> **WHAT YOU ARE ASKED TO DO**
Repeat each record exactly. Any picture gets left out.

> **Collected data**
_____
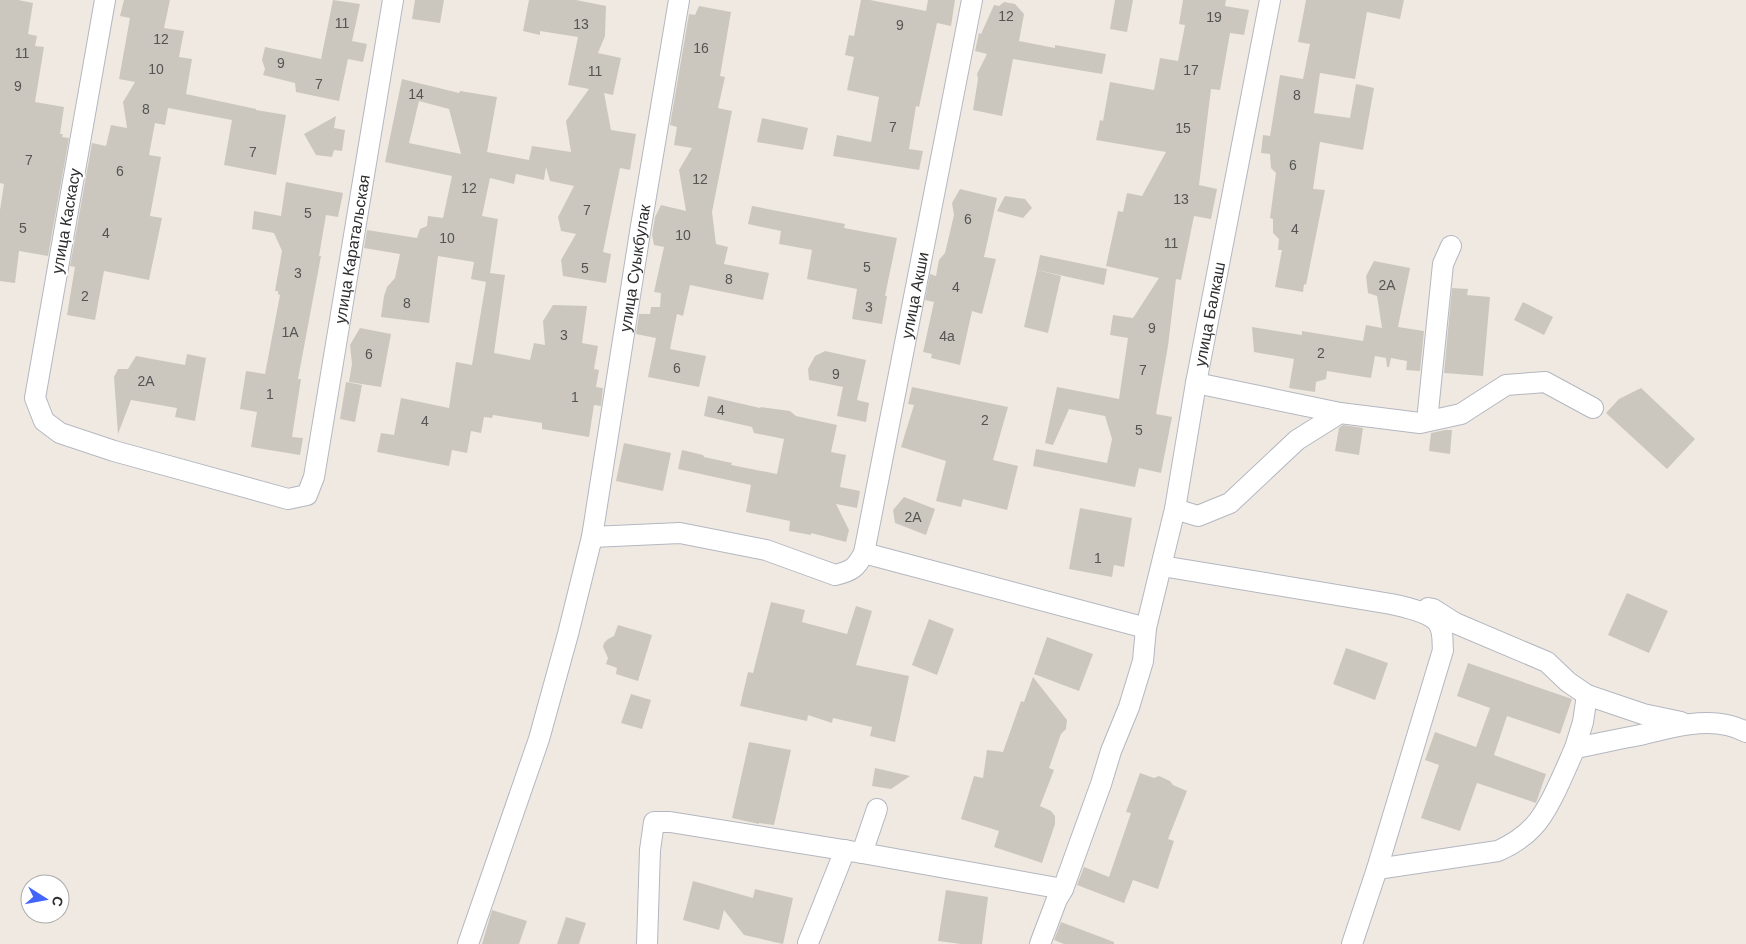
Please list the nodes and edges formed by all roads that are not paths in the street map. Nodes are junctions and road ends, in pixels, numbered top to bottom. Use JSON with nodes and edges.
{"nodes":[{"id":1,"x":105,"y":0,"type":"edge"},
{"id":2,"x":393,"y":0,"type":"edge"},
{"id":3,"x":679,"y":0,"type":"edge"},
{"id":4,"x":972,"y":0,"type":"edge"},
{"id":5,"x":1270,"y":0,"type":"edge"},
{"id":6,"x":1451,"y":246,"type":"dead end"},
{"id":7,"x":1196,"y":382,"type":"junction"},
{"id":8,"x":1592,"y":408,"type":"dead end"},
{"id":9,"x":1340,"y":413,"type":"junction"},
{"id":10,"x":1427,"y":421,"type":"junction"},
{"id":11,"x":307,"y":496,"type":"joint"},
{"id":12,"x":1175,"y":509,"type":"junction"},
{"id":13,"x":592,"y":537,"type":"junction"},
{"id":14,"x":864,"y":553,"type":"junction"},
{"id":15,"x":1162,"y":566,"type":"junction"},
{"id":16,"x":1415,"y":610,"type":"junction"},
{"id":17,"x":1455,"y":623,"type":"junction"},
{"id":18,"x":1146,"y":628,"type":"junction"},
{"id":19,"x":1443,"y":650,"type":"junction"},
{"id":20,"x":1587,"y":695,"type":"junction"},
{"id":21,"x":1690,"y":724,"type":"junction"},
{"id":22,"x":1746,"y":732,"type":"edge"},
{"id":23,"x":1575,"y":748,"type":"junction"},
{"id":24,"x":877,"y":809,"type":"dead end"},
{"id":25,"x":854,"y":852,"type":"junction"},
{"id":26,"x":1377,"y":870,"type":"junction"},
{"id":27,"x":1063,"y":889,"type":"junction"},
{"id":28,"x":808,"y":943,"type":"dead end"},
{"id":29,"x":468,"y":944,"type":"edge"},
{"id":30,"x":647,"y":944,"type":"edge"},
{"id":31,"x":1040,"y":944,"type":"edge"},
{"id":32,"x":1352,"y":944,"type":"edge"}],
"edges":[{"from":1,"to":11,"type":"street","name":"улица Каскасу"},
{"from":2,"to":11,"type":"street","name":"улица Каратальская"},
{"from":3,"to":13,"type":"street","name":"улица Суыкбулак"},
{"from":4,"to":14,"type":"street","name":"улица Акши"},
{"from":5,"to":7,"type":"street","name":"улица Балкаш"},
{"from":6,"to":10,"type":"street"},
{"from":7,"to":9,"type":"street"},
{"from":7,"to":12,"type":"street","name":"улица Балкаш"},
{"from":8,"to":10,"type":"street"},
{"from":9,"to":10,"type":"street"},
{"from":9,"to":12,"type":"street"},
{"from":12,"to":15,"type":"street","name":"улица Балкаш"},
{"from":13,"to":14,"type":"street","name":"улица Акши"},
{"from":13,"to":29,"type":"street","name":"улица Суыкбулак"},
{"from":14,"to":18,"type":"street"},
{"from":15,"to":16,"type":"street"},
{"from":15,"to":18,"type":"street","name":"улица Балкаш"},
{"from":16,"to":17,"type":"street"},
{"from":16,"to":19,"type":"street"},
{"from":17,"to":19,"type":"street"},
{"from":17,"to":20,"type":"street"},
{"from":18,"to":27,"type":"street","name":"улица Балкаш"},
{"from":19,"to":26,"type":"street"},
{"from":20,"to":21,"type":"street"},
{"from":20,"to":23,"type":"street"},
{"from":21,"to":22,"type":"street"},
{"from":21,"to":23,"type":"street"},
{"from":23,"to":26,"type":"street"},
{"from":24,"to":25,"type":"street"},
{"from":25,"to":27,"type":"street"},
{"from":25,"to":28,"type":"street"},
{"from":25,"to":30,"type":"street"},
{"from":26,"to":32,"type":"street"},
{"from":27,"to":31,"type":"street","name":"улица Балкаш"}]}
_____
> **RESULT FOR THIS EXERCISE**
Please list the nodes and edges formed by all roads that are not paths in the street map. Nodes are junctions and road ends, in pixels, numbered top to bottom. Use JSON with nodes and edges.
{"nodes":[{"id":1,"x":105,"y":0,"type":"edge"},
{"id":2,"x":393,"y":0,"type":"edge"},
{"id":3,"x":679,"y":0,"type":"edge"},
{"id":4,"x":972,"y":0,"type":"edge"},
{"id":5,"x":1270,"y":0,"type":"edge"},
{"id":6,"x":1451,"y":246,"type":"dead end"},
{"id":7,"x":1196,"y":382,"type":"junction"},
{"id":8,"x":1592,"y":408,"type":"dead end"},
{"id":9,"x":1340,"y":413,"type":"junction"},
{"id":10,"x":1427,"y":421,"type":"junction"},
{"id":11,"x":307,"y":496,"type":"joint"},
{"id":12,"x":1175,"y":509,"type":"junction"},
{"id":13,"x":592,"y":537,"type":"junction"},
{"id":14,"x":864,"y":553,"type":"junction"},
{"id":15,"x":1162,"y":566,"type":"junction"},
{"id":16,"x":1415,"y":610,"type":"junction"},
{"id":17,"x":1455,"y":623,"type":"junction"},
{"id":18,"x":1146,"y":628,"type":"junction"},
{"id":19,"x":1443,"y":650,"type":"junction"},
{"id":20,"x":1587,"y":695,"type":"junction"},
{"id":21,"x":1690,"y":724,"type":"junction"},
{"id":22,"x":1746,"y":732,"type":"edge"},
{"id":23,"x":1575,"y":748,"type":"junction"},
{"id":24,"x":877,"y":809,"type":"dead end"},
{"id":25,"x":854,"y":852,"type":"junction"},
{"id":26,"x":1377,"y":870,"type":"junction"},
{"id":27,"x":1063,"y":889,"type":"junction"},
{"id":28,"x":808,"y":943,"type":"dead end"},
{"id":29,"x":468,"y":944,"type":"edge"},
{"id":30,"x":647,"y":944,"type":"edge"},
{"id":31,"x":1040,"y":944,"type":"edge"},
{"id":32,"x":1352,"y":944,"type":"edge"}],
"edges":[{"from":1,"to":11,"type":"street","name":"улица Каскасу"},
{"from":2,"to":11,"type":"street","name":"улица Каратальская"},
{"from":3,"to":13,"type":"street","name":"улица Суыкбулак"},
{"from":4,"to":14,"type":"street","name":"улица Акши"},
{"from":5,"to":7,"type":"street","name":"улица Балкаш"},
{"from":6,"to":10,"type":"street"},
{"from":7,"to":9,"type":"street"},
{"from":7,"to":12,"type":"street","name":"улица Балкаш"},
{"from":8,"to":10,"type":"street"},
{"from":9,"to":10,"type":"street"},
{"from":9,"to":12,"type":"street"},
{"from":12,"to":15,"type":"street","name":"улица Балкаш"},
{"from":13,"to":14,"type":"street","name":"улица Акши"},
{"from":13,"to":29,"type":"street","name":"улица Суыкбулак"},
{"from":14,"to":18,"type":"street"},
{"from":15,"to":16,"type":"street"},
{"from":15,"to":18,"type":"street","name":"улица Балкаш"},
{"from":16,"to":17,"type":"street"},
{"from":16,"to":19,"type":"street"},
{"from":17,"to":19,"type":"street"},
{"from":17,"to":20,"type":"street"},
{"from":18,"to":27,"type":"street","name":"улица Балкаш"},
{"from":19,"to":26,"type":"street"},
{"from":20,"to":21,"type":"street"},
{"from":20,"to":23,"type":"street"},
{"from":21,"to":22,"type":"street"},
{"from":21,"to":23,"type":"street"},
{"from":23,"to":26,"type":"street"},
{"from":24,"to":25,"type":"street"},
{"from":25,"to":27,"type":"street"},
{"from":25,"to":28,"type":"street"},
{"from":25,"to":30,"type":"street"},
{"from":26,"to":32,"type":"street"},
{"from":27,"to":31,"type":"street","name":"улица Балкаш"}]}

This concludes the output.